An Analysis of DAWNBench v1, a Time-to-Accuracy Benchmark for Deep Learning

As the cost of training deep learning models has increased, the community has proposed a range of hardware, software, and statistical optimizations to decrease this cost. While some of these optimizations simply run the same operations faster (e.g., upgrading from a K80 to a P100), others (e.g., asynchronous SGD, reduced precision) trade off statistical performance (number of iterations needed to obtain a certain accuracy) for improved hardware performance (time needed for each iteration). To understand these trade-offs, we created DAWNBench and used “time-to-accuracy” as the main metric. In the first iteration of DAWNBench, time-to-accuracy and cost-to-accuracy fell by orders of magnitude for both ImageNet and CIFAR10.

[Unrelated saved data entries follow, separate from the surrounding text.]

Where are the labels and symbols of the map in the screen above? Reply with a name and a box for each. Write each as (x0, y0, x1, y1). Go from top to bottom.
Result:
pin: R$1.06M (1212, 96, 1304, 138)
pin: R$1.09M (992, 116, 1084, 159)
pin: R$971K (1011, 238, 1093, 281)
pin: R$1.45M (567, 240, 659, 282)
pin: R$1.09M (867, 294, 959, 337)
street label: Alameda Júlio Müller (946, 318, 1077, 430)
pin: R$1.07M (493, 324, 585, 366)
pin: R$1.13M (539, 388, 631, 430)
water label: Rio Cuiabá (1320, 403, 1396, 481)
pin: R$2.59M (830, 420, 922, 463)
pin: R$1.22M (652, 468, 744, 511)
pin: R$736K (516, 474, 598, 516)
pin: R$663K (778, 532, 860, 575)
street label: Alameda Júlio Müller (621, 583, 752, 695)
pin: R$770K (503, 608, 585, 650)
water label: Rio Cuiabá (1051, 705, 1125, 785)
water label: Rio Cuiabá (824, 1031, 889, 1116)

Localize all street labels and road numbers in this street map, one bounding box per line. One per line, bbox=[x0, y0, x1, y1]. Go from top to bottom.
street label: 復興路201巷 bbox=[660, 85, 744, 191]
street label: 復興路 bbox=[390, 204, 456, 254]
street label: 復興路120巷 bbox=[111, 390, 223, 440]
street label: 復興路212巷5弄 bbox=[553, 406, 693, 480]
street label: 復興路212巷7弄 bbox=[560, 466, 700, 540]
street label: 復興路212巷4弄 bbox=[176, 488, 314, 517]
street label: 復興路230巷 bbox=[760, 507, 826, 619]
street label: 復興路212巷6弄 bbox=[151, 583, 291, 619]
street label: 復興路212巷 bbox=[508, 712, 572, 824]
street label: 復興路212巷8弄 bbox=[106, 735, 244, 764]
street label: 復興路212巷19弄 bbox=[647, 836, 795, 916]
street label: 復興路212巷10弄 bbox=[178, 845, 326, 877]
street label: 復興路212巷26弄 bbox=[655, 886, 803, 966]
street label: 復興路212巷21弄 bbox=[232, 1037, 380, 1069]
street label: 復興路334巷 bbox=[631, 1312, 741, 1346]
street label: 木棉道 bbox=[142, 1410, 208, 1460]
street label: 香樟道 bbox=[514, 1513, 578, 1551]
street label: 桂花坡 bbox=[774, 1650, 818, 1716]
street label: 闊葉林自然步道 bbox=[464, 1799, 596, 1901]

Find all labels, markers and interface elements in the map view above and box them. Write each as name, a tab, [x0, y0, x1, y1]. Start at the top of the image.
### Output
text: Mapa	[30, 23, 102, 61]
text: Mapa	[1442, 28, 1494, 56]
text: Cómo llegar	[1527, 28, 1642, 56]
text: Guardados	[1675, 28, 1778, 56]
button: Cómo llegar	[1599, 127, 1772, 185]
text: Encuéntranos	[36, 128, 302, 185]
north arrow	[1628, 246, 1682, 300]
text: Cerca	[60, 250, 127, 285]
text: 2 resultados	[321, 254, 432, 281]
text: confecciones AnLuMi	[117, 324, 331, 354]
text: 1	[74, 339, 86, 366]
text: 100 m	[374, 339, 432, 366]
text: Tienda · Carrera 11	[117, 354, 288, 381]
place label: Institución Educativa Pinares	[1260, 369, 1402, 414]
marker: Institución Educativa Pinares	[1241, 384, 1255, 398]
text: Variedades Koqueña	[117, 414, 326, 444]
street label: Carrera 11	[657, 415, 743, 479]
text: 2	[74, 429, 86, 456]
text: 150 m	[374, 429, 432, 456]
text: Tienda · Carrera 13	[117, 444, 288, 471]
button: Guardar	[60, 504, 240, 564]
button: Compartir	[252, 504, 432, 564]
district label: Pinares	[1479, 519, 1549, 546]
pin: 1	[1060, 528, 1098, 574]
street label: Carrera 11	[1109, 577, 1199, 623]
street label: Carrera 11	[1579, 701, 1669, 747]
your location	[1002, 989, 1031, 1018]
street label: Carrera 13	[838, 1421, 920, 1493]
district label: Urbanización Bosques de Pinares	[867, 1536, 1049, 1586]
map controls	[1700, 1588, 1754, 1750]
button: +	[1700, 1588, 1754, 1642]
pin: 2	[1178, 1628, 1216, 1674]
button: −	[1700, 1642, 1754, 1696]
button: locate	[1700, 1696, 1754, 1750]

Despite these dramatic improvements, we still had questions about the time-to-accuracy metric. Can competitors cherry-pick the best training run? Do models optimized for time-to-accuracy generalize well? How important is the accuracy threshold? Can optimizing models for time-to-accuracy teach us anything?

To answer these questions, we leveraged the code included with submissions to DAWNBench. Even though we didn’t require code with submissions, we were pleasantly surprised to see all the ImageNet and CIFAR10 entries provided open-source code. This was invaluable in running the experiments presented in this blogpost and the accompanying preprint. These experiments provide evidence that time-to-accuracy is stable, models optimized for time-to-accuracy generalize well, the accuracy threshold is critical, and that there’s still much room for improvement. We’ll cover some of these results in this blog post.

Is time-to-accuracy a good metric?

Time-to-accuracy is stable

To test the stability of time-to-accuracy, we ran multiple runs for the top single server blade DAWNBench entries for both the CIFAR10 and ImageNet tasks, and computed the coefficient of variation across the runs. We also computed the fraction of runs that satisfy the accuracy threshold (94% top-1 accuracy for CIFAR10 and 93% top-5 accuracy for ImageNet). The entries almost always reach the provided accuracy threshold; the CIFAR10 Wide ResNet-34 entries use cyclic learning rates, which seems to hurt stability. In addition, the coefficient of variation is fairly low across the different entries.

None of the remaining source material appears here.